The problem -> Search the entries for the word "Roosevelt" and copy each line that has it.

------ Dataset excerpts ------

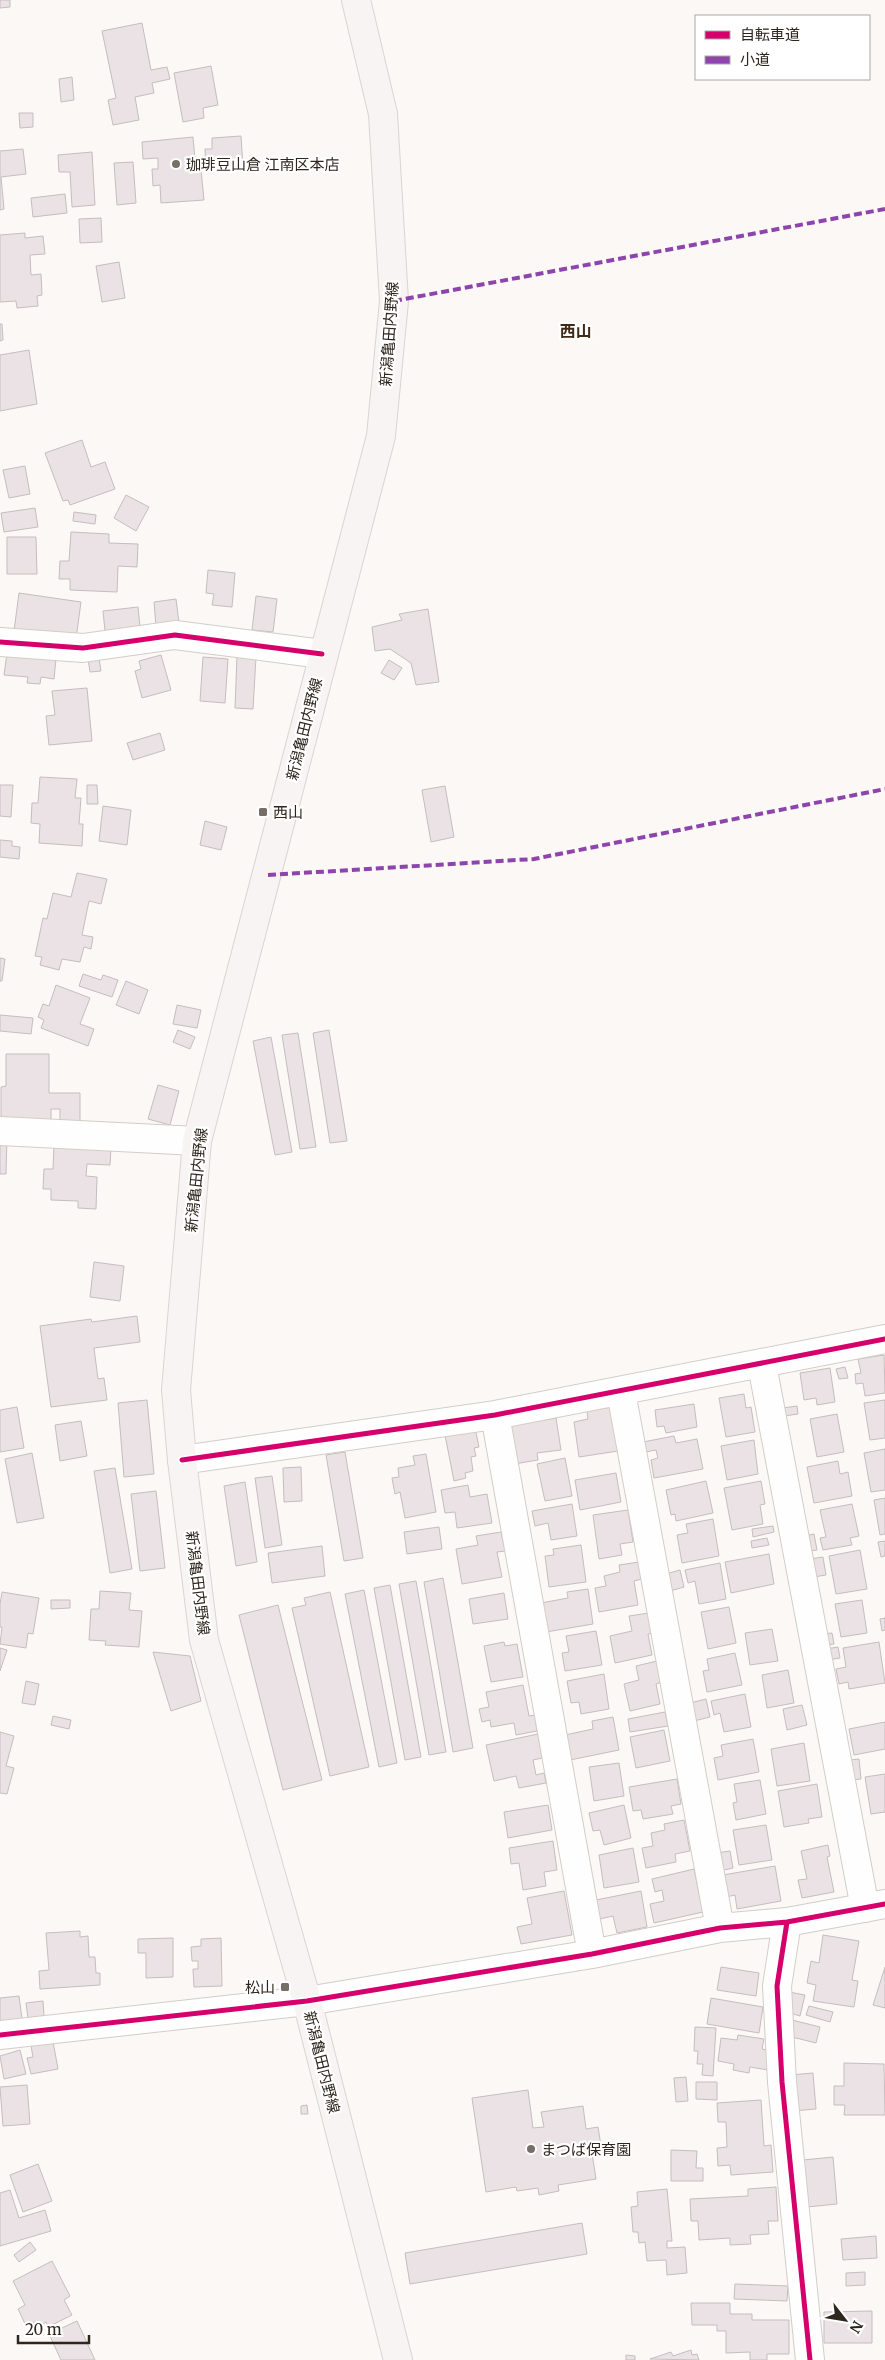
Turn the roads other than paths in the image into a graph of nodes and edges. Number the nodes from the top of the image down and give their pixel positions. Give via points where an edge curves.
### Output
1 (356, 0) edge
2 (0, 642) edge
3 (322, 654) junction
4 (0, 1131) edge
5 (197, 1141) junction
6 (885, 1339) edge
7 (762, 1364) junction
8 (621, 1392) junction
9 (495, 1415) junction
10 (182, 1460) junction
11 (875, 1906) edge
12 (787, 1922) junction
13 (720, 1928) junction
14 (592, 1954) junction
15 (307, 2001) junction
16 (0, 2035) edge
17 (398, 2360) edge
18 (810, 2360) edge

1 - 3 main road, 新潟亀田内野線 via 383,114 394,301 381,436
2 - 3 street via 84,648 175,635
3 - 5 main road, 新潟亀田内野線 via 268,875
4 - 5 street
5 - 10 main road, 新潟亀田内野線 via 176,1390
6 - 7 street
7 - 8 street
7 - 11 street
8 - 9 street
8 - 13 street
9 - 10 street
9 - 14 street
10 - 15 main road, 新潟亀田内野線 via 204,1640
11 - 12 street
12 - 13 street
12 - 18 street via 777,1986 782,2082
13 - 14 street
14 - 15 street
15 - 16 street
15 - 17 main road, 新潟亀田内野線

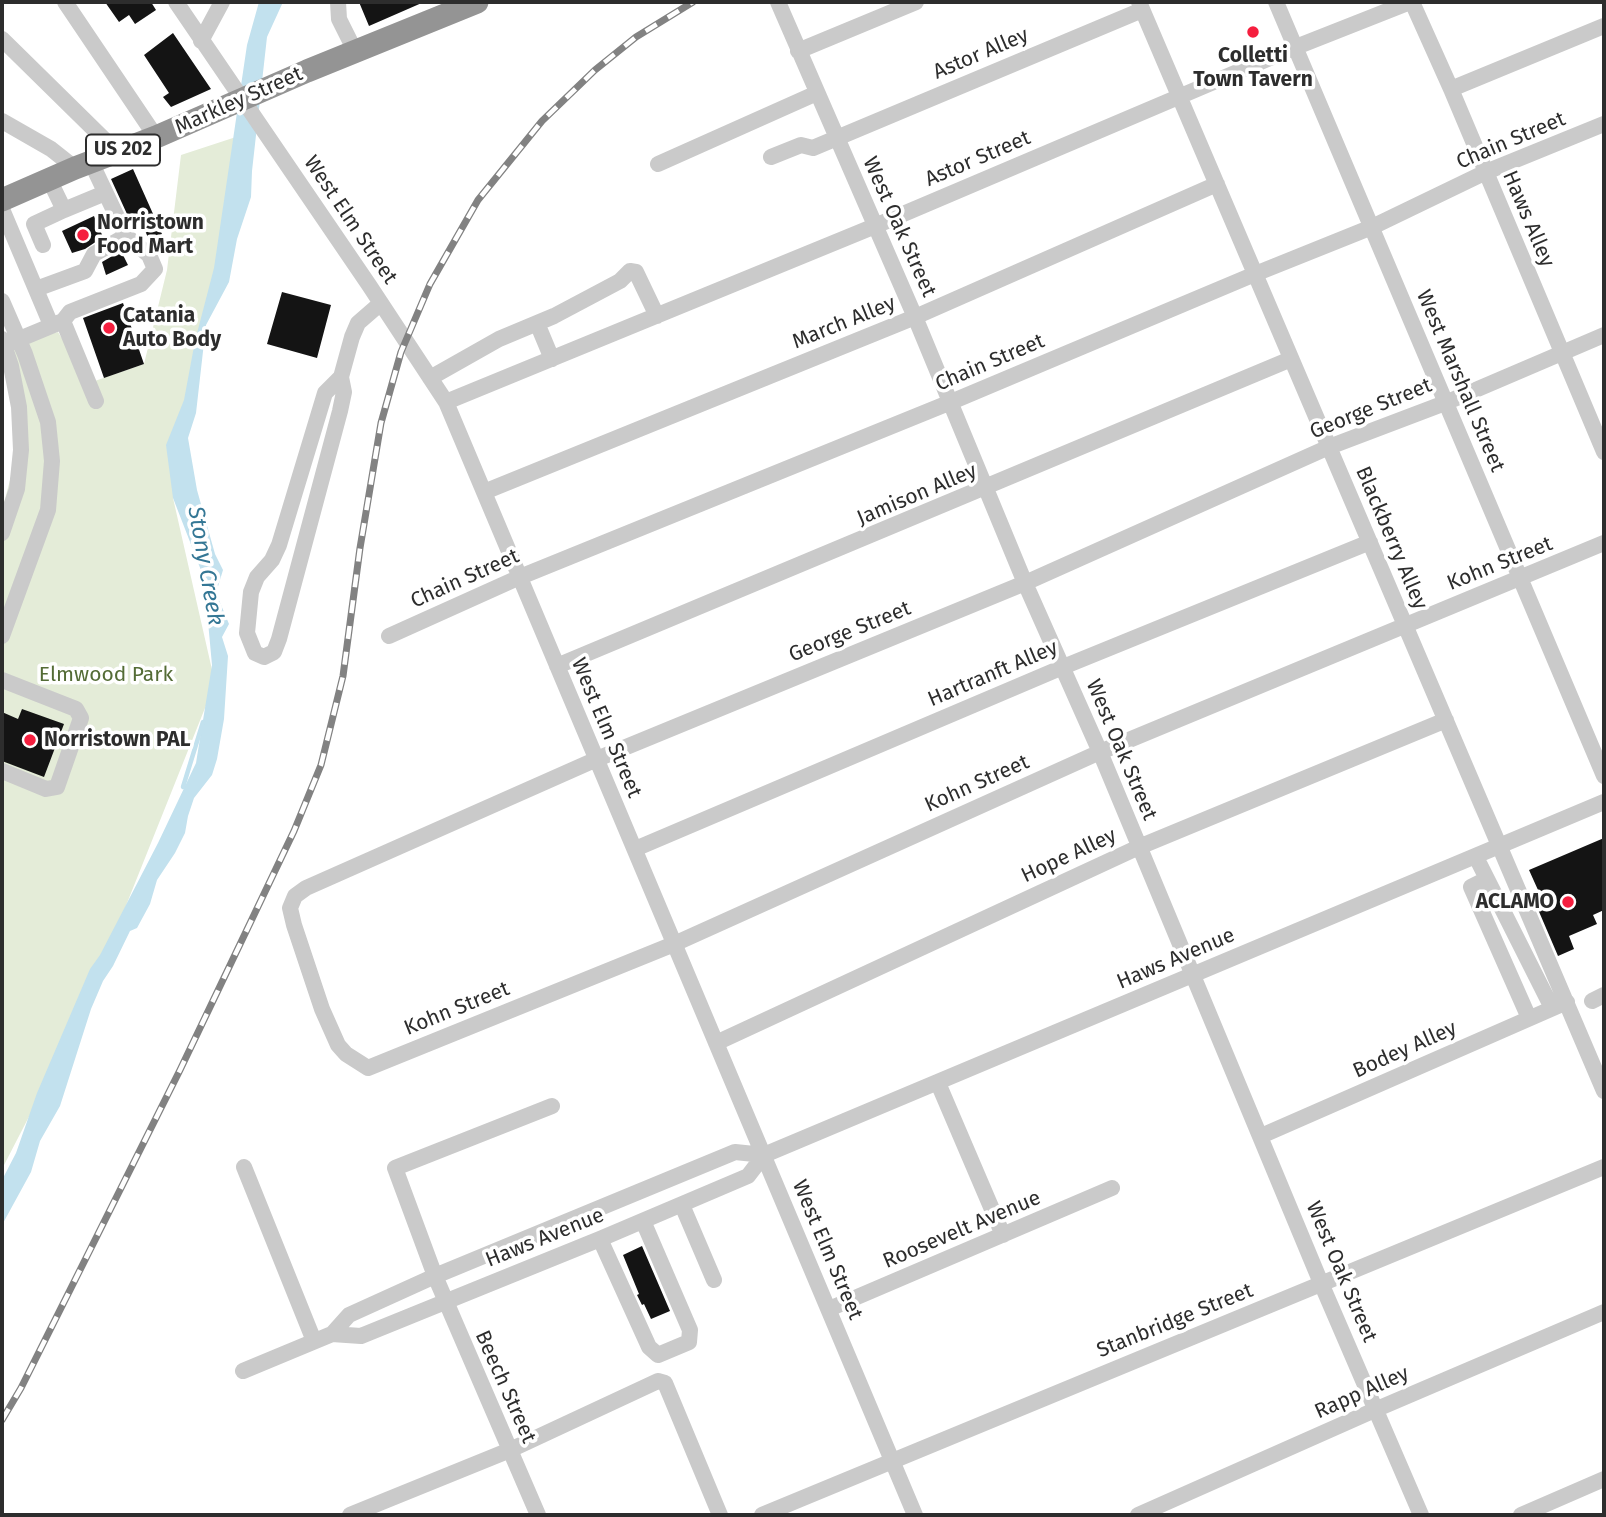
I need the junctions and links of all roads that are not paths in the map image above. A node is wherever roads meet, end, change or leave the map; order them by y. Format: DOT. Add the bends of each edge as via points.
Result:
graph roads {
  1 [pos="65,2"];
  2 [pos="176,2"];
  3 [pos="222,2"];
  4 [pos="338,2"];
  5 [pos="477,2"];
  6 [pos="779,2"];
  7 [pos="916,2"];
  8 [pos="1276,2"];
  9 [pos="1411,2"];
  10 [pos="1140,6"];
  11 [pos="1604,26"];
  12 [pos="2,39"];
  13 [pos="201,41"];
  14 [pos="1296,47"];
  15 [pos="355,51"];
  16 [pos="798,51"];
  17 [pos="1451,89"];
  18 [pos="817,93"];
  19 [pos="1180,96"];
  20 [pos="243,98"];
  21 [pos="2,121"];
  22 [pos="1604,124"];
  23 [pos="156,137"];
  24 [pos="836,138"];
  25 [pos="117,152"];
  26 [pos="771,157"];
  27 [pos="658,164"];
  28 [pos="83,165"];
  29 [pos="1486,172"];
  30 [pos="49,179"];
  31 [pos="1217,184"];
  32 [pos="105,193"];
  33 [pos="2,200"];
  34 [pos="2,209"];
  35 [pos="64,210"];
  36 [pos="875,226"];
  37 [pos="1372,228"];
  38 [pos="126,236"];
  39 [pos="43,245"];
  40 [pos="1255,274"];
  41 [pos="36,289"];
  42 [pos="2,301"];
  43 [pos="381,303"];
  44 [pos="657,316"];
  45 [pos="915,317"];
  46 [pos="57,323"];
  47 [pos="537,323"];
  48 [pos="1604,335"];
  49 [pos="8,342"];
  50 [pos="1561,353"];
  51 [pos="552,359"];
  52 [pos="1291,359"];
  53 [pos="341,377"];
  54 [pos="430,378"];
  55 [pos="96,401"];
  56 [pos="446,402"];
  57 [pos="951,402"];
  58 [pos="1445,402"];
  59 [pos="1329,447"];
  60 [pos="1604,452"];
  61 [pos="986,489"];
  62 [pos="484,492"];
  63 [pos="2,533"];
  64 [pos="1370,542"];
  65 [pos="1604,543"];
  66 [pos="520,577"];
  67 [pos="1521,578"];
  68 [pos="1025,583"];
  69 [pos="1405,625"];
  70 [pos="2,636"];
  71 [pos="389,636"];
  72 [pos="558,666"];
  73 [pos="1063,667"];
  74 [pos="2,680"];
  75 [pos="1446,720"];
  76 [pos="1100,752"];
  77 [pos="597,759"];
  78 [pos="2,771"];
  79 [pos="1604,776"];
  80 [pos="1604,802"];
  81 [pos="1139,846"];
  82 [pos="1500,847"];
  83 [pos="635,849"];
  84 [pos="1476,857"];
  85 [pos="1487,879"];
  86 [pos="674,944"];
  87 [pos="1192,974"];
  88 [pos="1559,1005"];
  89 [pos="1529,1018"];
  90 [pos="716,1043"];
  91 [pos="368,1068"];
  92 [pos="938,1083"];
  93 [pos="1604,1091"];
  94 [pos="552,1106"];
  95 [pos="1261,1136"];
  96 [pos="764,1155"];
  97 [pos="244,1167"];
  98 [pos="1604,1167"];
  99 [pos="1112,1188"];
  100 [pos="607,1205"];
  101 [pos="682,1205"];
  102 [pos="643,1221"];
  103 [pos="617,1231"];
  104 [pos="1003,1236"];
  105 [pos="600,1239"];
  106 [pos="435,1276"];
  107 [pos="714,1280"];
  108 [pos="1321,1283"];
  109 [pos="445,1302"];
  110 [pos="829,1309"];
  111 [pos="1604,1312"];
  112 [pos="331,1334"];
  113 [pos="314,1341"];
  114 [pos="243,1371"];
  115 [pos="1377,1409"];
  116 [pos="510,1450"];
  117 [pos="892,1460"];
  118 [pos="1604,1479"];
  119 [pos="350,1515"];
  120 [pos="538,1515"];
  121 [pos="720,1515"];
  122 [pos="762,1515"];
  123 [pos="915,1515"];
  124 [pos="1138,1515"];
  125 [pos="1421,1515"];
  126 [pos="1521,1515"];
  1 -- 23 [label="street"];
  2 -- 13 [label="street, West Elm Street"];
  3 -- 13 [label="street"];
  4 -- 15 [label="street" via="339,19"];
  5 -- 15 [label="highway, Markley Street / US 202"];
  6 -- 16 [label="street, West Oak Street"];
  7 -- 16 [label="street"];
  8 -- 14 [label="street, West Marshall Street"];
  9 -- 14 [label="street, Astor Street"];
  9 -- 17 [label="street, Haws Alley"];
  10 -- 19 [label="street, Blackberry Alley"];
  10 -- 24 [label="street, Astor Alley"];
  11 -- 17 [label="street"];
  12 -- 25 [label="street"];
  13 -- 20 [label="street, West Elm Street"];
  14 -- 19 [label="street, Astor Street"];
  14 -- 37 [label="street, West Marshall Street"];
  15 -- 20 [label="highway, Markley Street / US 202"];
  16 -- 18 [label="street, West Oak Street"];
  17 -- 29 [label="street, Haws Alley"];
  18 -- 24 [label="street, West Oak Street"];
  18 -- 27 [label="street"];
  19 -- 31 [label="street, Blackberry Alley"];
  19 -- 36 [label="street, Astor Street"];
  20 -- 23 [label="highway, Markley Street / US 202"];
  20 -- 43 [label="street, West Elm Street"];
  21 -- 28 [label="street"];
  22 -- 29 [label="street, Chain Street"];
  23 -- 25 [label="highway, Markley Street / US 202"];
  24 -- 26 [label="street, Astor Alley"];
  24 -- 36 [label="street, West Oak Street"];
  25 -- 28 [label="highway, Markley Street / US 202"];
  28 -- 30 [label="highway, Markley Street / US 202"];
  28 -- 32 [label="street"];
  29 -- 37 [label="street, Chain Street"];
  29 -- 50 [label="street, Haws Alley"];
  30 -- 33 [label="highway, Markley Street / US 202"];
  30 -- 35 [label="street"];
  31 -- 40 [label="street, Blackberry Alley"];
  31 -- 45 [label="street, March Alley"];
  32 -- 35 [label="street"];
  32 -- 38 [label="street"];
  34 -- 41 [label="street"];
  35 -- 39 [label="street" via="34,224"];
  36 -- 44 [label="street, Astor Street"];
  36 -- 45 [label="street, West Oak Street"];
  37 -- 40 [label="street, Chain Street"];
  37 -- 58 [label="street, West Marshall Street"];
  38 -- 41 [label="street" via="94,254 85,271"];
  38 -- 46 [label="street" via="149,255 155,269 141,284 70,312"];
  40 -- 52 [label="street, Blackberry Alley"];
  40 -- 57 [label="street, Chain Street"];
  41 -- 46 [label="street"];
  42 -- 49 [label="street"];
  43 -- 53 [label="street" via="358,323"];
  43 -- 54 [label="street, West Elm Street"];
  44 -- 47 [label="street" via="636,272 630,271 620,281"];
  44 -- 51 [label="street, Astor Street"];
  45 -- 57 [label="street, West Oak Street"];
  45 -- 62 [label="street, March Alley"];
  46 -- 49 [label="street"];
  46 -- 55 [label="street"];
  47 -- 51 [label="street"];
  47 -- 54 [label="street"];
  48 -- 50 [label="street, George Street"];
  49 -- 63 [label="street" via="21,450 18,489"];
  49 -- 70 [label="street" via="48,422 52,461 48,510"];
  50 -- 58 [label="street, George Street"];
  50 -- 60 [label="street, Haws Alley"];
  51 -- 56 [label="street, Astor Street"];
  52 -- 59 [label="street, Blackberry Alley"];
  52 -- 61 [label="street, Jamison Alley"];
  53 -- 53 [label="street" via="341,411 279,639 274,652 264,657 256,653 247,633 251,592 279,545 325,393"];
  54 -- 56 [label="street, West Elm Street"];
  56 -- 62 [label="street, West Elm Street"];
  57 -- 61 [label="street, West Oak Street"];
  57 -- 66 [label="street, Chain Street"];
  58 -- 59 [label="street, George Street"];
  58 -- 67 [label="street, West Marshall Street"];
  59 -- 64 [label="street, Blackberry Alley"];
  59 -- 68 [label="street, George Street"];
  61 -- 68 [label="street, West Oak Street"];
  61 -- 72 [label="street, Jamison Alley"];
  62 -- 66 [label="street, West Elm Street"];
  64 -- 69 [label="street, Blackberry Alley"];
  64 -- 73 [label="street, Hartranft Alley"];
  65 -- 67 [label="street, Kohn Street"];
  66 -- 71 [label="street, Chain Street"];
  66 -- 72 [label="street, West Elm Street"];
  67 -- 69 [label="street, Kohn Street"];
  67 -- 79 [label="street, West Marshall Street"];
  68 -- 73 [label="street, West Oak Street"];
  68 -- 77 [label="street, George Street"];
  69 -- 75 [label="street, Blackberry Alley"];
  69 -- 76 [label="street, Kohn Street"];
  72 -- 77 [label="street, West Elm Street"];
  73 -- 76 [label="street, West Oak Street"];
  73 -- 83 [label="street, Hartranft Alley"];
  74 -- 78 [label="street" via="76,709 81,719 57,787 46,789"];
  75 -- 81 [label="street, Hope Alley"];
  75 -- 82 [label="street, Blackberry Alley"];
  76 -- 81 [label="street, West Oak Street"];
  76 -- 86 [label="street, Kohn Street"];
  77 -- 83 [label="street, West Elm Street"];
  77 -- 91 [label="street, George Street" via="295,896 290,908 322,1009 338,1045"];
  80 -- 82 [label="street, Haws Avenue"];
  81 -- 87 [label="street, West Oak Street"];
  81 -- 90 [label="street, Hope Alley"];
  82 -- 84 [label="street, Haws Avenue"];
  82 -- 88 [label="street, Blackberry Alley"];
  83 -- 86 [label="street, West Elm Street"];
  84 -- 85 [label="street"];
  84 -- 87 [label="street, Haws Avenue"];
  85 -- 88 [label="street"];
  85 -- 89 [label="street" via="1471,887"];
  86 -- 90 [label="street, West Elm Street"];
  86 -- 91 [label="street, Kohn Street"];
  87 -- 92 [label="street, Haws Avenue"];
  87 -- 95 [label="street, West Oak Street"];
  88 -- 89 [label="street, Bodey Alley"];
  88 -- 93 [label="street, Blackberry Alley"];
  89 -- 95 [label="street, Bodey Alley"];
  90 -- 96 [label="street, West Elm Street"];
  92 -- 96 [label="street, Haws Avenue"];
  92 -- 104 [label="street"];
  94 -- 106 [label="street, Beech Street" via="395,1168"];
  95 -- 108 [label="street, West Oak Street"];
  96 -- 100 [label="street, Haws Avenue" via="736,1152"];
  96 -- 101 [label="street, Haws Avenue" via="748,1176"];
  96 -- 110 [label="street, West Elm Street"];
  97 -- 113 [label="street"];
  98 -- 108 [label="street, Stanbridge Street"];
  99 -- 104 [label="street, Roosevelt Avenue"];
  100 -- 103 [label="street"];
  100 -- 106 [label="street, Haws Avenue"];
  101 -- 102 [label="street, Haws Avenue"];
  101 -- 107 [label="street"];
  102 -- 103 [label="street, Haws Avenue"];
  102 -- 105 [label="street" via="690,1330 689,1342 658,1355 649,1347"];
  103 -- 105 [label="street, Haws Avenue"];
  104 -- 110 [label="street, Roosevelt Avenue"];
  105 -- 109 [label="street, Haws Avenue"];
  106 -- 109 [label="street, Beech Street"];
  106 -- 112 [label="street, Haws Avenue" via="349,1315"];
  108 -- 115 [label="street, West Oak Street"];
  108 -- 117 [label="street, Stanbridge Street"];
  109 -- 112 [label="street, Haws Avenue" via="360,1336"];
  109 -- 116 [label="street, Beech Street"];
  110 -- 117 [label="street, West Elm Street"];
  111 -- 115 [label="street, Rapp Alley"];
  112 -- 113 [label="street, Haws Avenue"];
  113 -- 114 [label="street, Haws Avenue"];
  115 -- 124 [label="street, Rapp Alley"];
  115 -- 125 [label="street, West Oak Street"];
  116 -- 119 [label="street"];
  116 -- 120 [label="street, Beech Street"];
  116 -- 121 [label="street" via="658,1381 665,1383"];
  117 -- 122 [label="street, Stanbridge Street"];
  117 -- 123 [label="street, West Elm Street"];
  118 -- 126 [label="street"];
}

------

Solution to this problem ->
  99 -- 104 [label="street, Roosevelt Avenue"];
  104 -- 110 [label="street, Roosevelt Avenue"];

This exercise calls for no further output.